The yellow powder is not Au or Pt. I would guess it's a tungsten compound (oxide ?) or some other metal compound.

Steve


----------



## please35 (Apr 6, 2011)

mocodos said:


> Hi all,
> 
> my first try with silver
> 
> ...



Dear Mocodos

I am also looking for the same to make silver powder.

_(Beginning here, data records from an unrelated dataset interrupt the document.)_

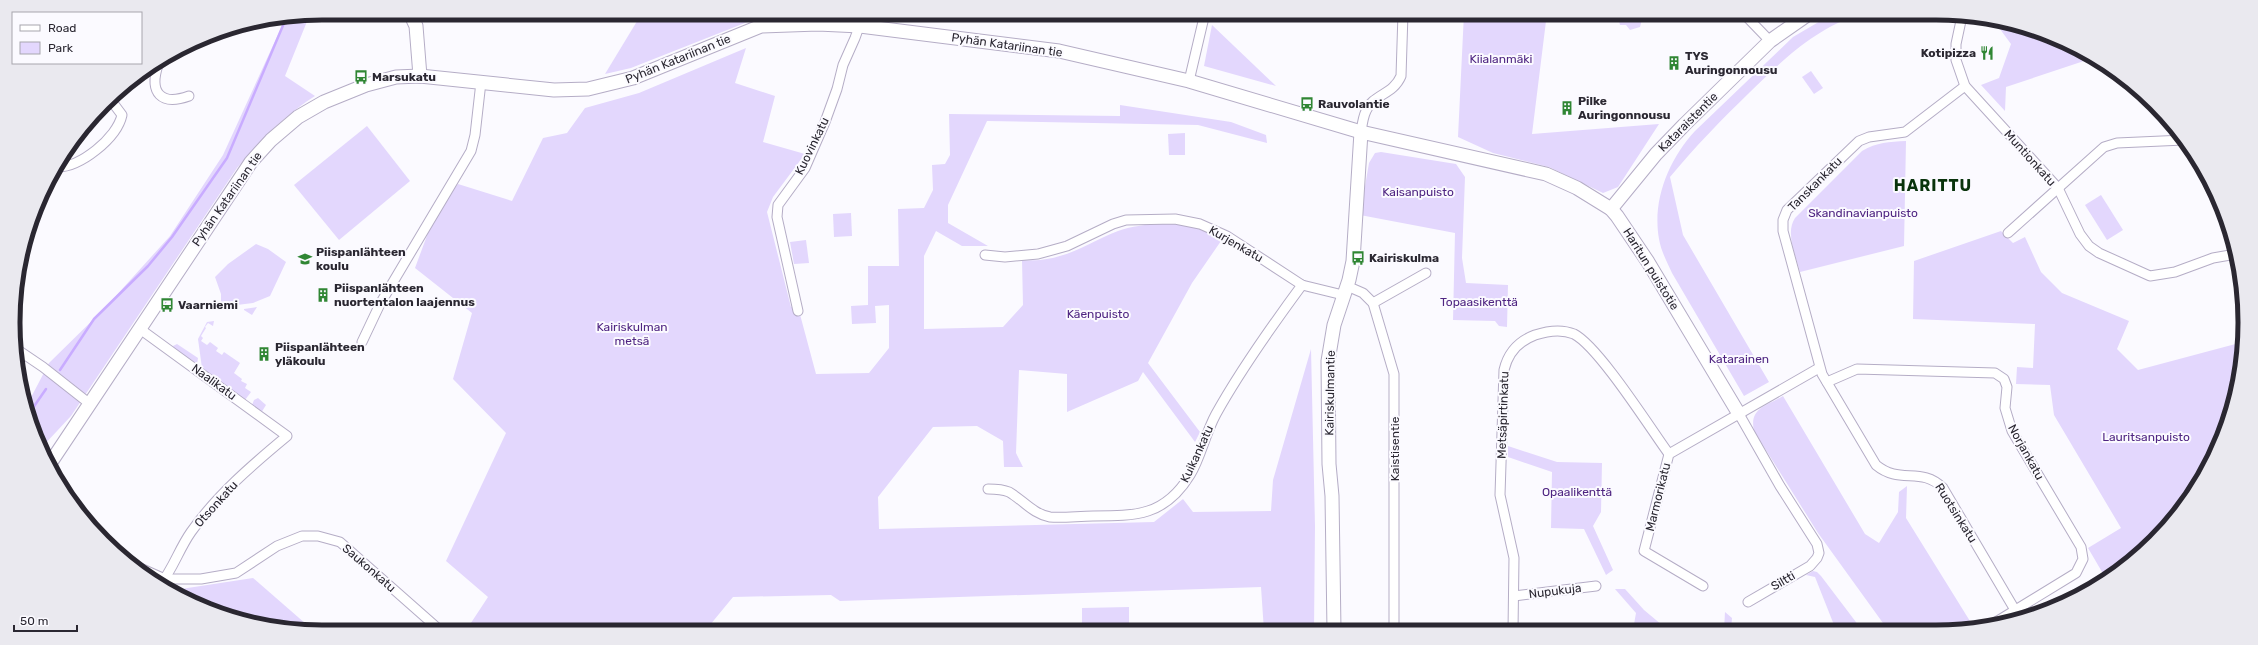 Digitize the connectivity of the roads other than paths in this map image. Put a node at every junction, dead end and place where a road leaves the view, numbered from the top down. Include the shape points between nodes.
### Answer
1 (413, 20) edge
2 (862, 20) edge
3 (1203, 20) edge
4 (1403, 20) edge
5 (1750, 20) edge
6 (1800, 20) edge
7 (1961, 22) edge
8 (860, 26) junction
9 (1770, 41) junction
10 (157, 69) edge
11 (420, 76) junction
12 (1189, 81) junction
13 (481, 82) junction
14 (1966, 86) junction
15 (189, 96) dead end
16 (114, 104) edge
17 (1361, 132) junction
18 (2177, 140) edge
19 (64, 166) edge
20 (2058, 188) junction
21 (1611, 209) junction
22 (2008, 233) dead end
23 (985, 255) dead end
24 (2230, 255) edge
25 (1426, 273) dead end
26 (1302, 285) junction
27 (1345, 291) junction
28 (1373, 302) junction
29 (798, 311) dead end
30 (140, 329) junction
31 (362, 342) dead end
32 (22, 353) edge
33 (1820, 371) junction
34 (1827, 382) junction
35 (90, 404) junction
36 (1739, 414) junction
37 (287, 436) joint
38 (1669, 454) junction
39 (53, 459) edge
40 (1329, 464) junction
41 (988, 489) dead end
42 (1817, 558) joint
43 (164, 580) edge
44 (167, 582) edge
45 (1596, 586) dead end
46 (1703, 586) dead end
47 (1514, 596) junction
48 (1748, 602) dead end
49 (2015, 610) junction
50 (2004, 617) edge
51 (434, 625) edge
52 (1326, 625) edge
53 (1334, 625) edge
54 (1394, 625) edge
55 (1513, 625) edge

1 - 11 street via 416,26
2 - 8 street, Kuovinkatu
3 - 12 street
4 - 17 street via 1401,76 1398,85 1370,105
5 - 9 street
6 - 9 street, Kataraistentie
7 - 14 street, Muntionkatu via 1956,60
8 - 12 street, Pyhän Katariinan tie via 1059,51
8 - 13 street, Pyhän Katariinan tie via 761,26 633,78 588,89 554,90
8 - 29 street, Kuovinkatu via 843,65 825,122 805,168 778,205 778,224
9 - 21 street, Kataraistentie via 1656,154
10 - 15 street via 154,82 155,90 160,96 175,100
11 - 13 street, Pyhän Katariinan tie
11 - 30 street, Pyhän Katariinan tie via 396,77 352,89 298,117 271,140 251,162 223,201
12 - 17 street, Pyhän Katariinan tie
13 - 31 street via 471,151 380,304
14 - 20 street, Muntionkatu
14 - 33 street, Tanskankatu via 1905,132 1869,137 1859,141 1787,210 1783,220 1783,231
16 - 19 street via 122,115 120,124 110,137 89,155
17 - 21 street, Haritun puistotie via 1546,174 1577,188
17 - 27 street, Kairiskulmantie via 1353,261
18 - 20 street via 2110,144 2097,152
20 - 22 street
20 - 24 street, Muntionkatu via 2080,234 2089,246 2136,271 2150,276 2162,275
21 - 36 street, Haritun puistotie via 1648,262
23 - 26 street, Kurjenkatu via 1005,257 1038,254 1067,246 1126,220 1175,219 1200,224 1227,236
25 - 28 street
26 - 27 street, Kurjenkatu
26 - 41 street, Kuikankatu via 1244,367 1215,416 1191,474 1176,495 1166,502 1152,511 1127,516 1050,517 1030,508 1002,489
27 - 28 street via 1364,292
27 - 40 street, Kairiskulmantie via 1334,325 1328,361
28 - 54 street, Kaistisentie via 1395,380
30 - 35 street, Pyhän Katariinan tie
30 - 37 street, Naalikatu
32 - 35 street
33 - 34 street, Ruotsinkatu
33 - 36 street
34 - 49 street, Ruotsinkatu via 1876,465 1884,473 1893,476 1922,476 1935,480 1943,488
34 - 49 street, Norjankatu via 1857,369 1995,373 2004,379 2007,387 2005,408 2012,431 2081,547 2083,559 2076,573
35 - 39 street, Pyhän Katariinan tie
36 - 38 street, Marmorikatu
36 - 42 street, Haritun puistotie via 1780,486 1815,539 1818,548
37 - 43 street, Otsonkatu via 254,463 222,495 191,532
38 - 46 street, Marmorikatu via 1644,551
38 - 47 street, Metsäpirtinkatu via 1602,361 1581,338 1569,332 1549,331 1529,337 1517,346 1508,357 1504,370 1500,495 1514,558
40 - 52 street, Kairiskulmantie via 1325,524
40 - 53 street, Kairiskulmantie via 1332,496
42 - 48 street, Siltti via 1810,566
44 - 51 street, Saukonkatu via 201,579 236,572 277,546 302,536 318,536 340,542
45 - 47 street, Nupukuja
47 - 55 street, Metsäpirtinkatu
49 - 50 street, Norjankatu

Pls kindly help me.in detail to amke silver powder.What raw amterail and cell you use.
regards,
robin


----------



## shyknee (Apr 6, 2011)

that silver cell's electrolyte is very green, is that not an indication of a lot of nickel ?


----------



## please35 (Apr 6, 2011)

mocodos said:


> Hi all,
> 
> my first try with silver
> 
> ...


Howdid you made it?

what is white metal sheet made of?
Waht is the black rod is ?
2 OZ circuit breaker contacts?
. cementing with copper? what does it mean I am new to this term.
some heating the AR?
What is the powder size>

Pls kindly send me the detail for the same.


----------



## please35 (Apr 6, 2011)

mocodos said:


> Hi all,
> 
> my first try with silver
> 
> ...


Please kindly show me your more cell picture so I understand bettter.
rgdds
robin


----------



## dcurzon (Apr 6, 2011)

please35 said:


> Howdid you made it?
> 
> what is white metal sheet made of?
> Waht is the black rod is ?
> ...



Use the SEARCH function, look up Hokes book. Get some reading done


----------



## copper_corn (Apr 6, 2011)

dcurzon said:


> please35 said:
> 
> 
> > Use the SEARCH function, look up Hokes book. Get some reading done



I second that. This forum contains everything you need to know, plus alot more. You won't get much help if you expect people to hold your hand. I highly recomend lazersteves DVDs if you need visual help getting started. Read the silver threads, hokes book, and you'll be well on your way.

Good luck~!


----------



## please35 (Apr 6, 2011)

copper_corn said:


> dcurzon said:
> 
> 
> > please35 said:
> ...



thanks
it doesnot mean I didnot read.but there are so many file so I asked for your help.to locate the thread.
rgds
robin


----------



## please35 (Apr 6, 2011)

Dear lazersteve

What is that black rod will be next to metal supported by wood?
rgds
robin


----------